- [Task details] The records below are to be written out exactly, with every picture omitted.

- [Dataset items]
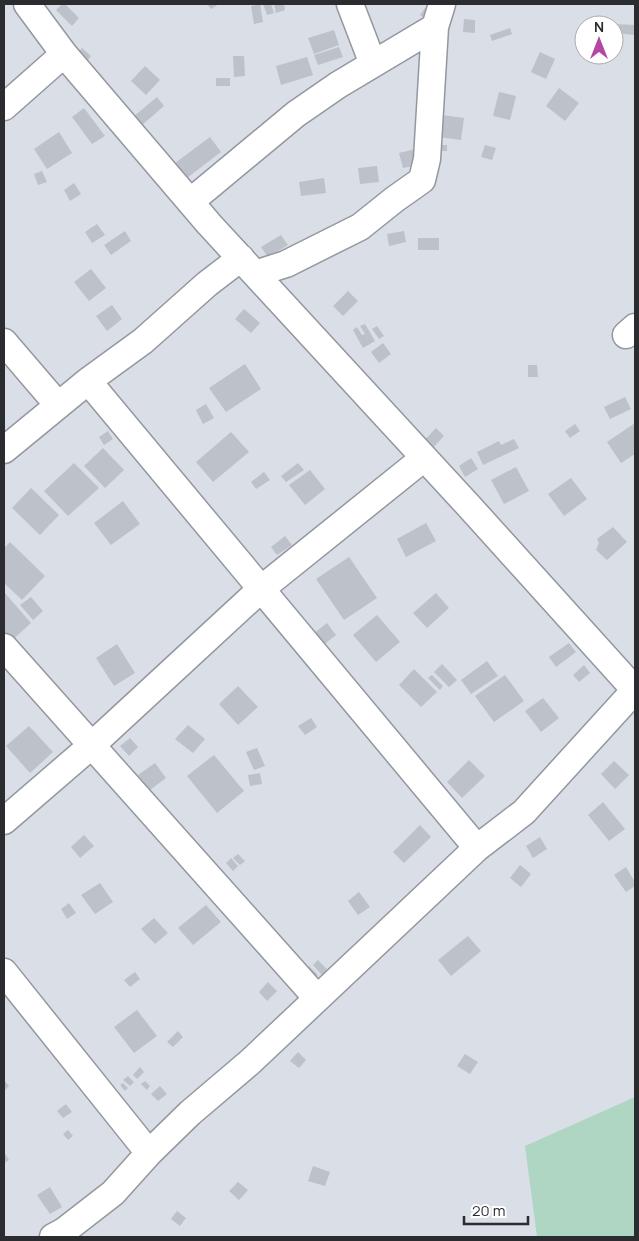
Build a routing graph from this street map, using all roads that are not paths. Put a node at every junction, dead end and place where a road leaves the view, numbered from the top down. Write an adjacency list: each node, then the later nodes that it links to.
1 (27, 4): 4 (street)
2 (350, 4): 5 (street)
3 (438, 15): 5 (street); 8 (street)
4 (64, 54): 6 (street); 7 (street)
5 (373, 64): 7 (street)
6 (4, 107)
7 (190, 202): 8 (street)
8 (248, 266): 10 (street); 13 (street)
9 (4, 342): 11 (street)
10 (88, 380): 11 (street); 14 (street)
11 (58, 405): 12 (street)
12 (4, 450)
13 (424, 458): 14 (street); 16 (street)
14 (261, 590): 17 (street); 19 (street)
15 (4, 648): 17 (street)
16 (635, 690): 19 (street)
17 (92, 745): 18 (street); 21 (street)
18 (4, 821)
19 (477, 848): 21 (street)
20 (4, 972): 22 (street)
21 (317, 998): 22 (street)
22 (149, 1153): 23 (street)
23 (53, 1237)

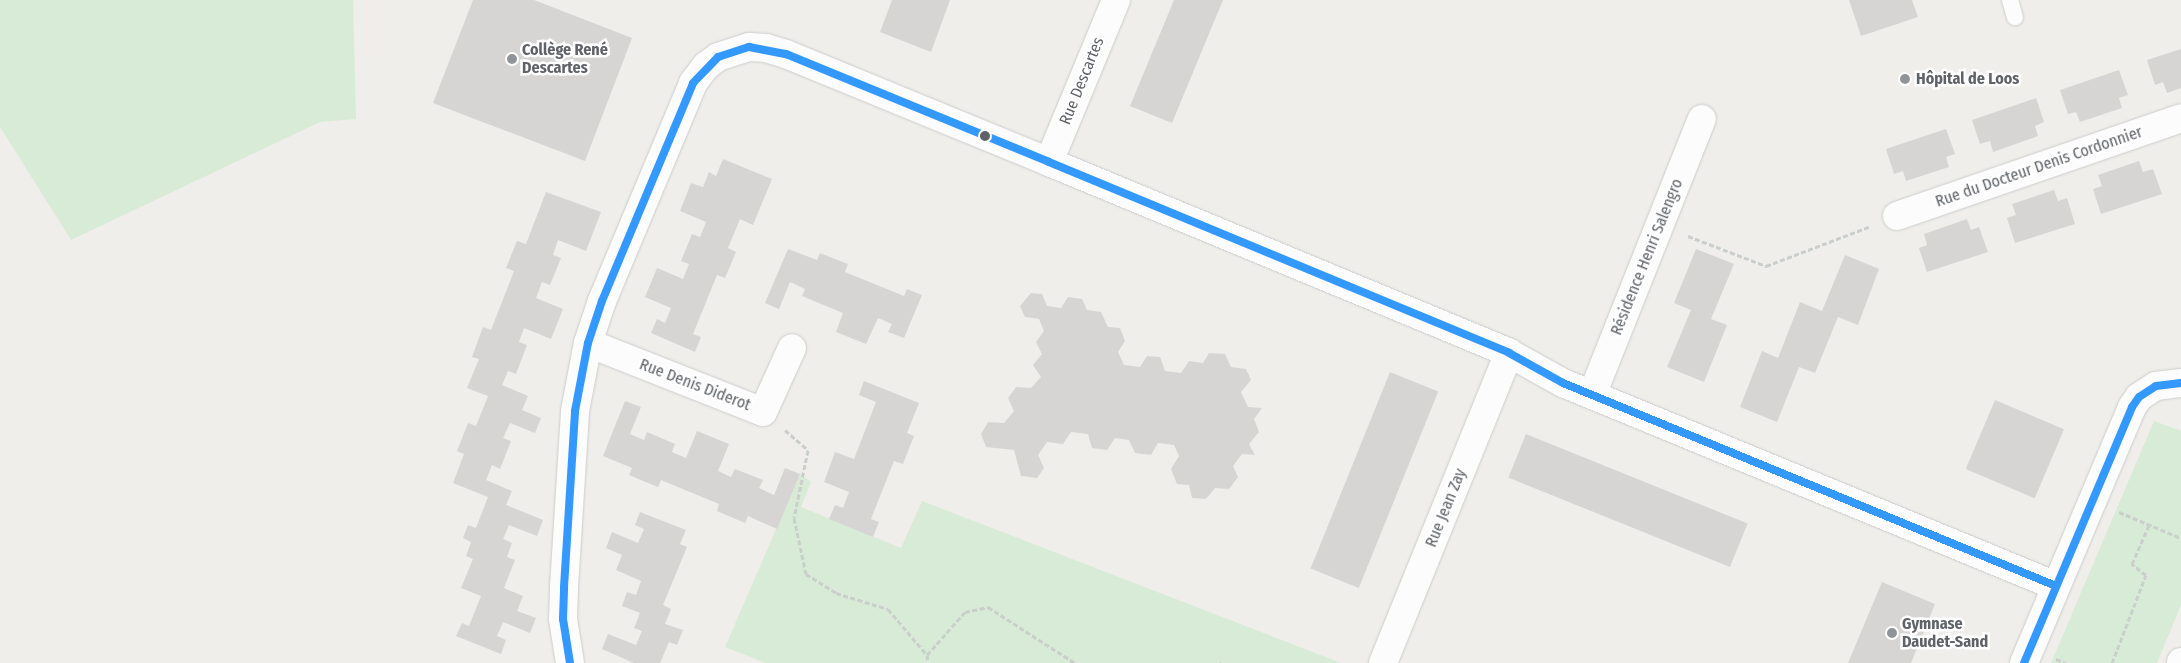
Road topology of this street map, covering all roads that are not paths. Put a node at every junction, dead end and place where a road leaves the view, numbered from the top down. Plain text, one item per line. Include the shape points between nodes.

- [Completed task]
Build a routing graph from this street map, using all roads that are not paths. Put a node at every junction, dead end and place where a road leaves the view, numbered from the top down. Write an adjacency list: each node, then the later nodes that it links to.
1 (27, 4): 4 (street)
2 (350, 4): 5 (street)
3 (438, 15): 5 (street); 8 (street)
4 (64, 54): 6 (street); 7 (street)
5 (373, 64): 7 (street)
6 (4, 107)
7 (190, 202): 8 (street)
8 (248, 266): 10 (street); 13 (street)
9 (4, 342): 11 (street)
10 (88, 380): 11 (street); 14 (street)
11 (58, 405): 12 (street)
12 (4, 450)
13 (424, 458): 14 (street); 16 (street)
14 (261, 590): 17 (street); 19 (street)
15 (4, 648): 17 (street)
16 (635, 690): 19 (street)
17 (92, 745): 18 (street); 21 (street)
18 (4, 821)
19 (477, 848): 21 (street)
20 (4, 972): 22 (street)
21 (317, 998): 22 (street)
22 (149, 1153): 23 (street)
23 (53, 1237)

Road topology of this street map, covering all roads that are not paths. Put a node at every junction, dead end and place where a road leaves the view, numbered from the top down. Plain text, one item per line. Include the shape points between nodes.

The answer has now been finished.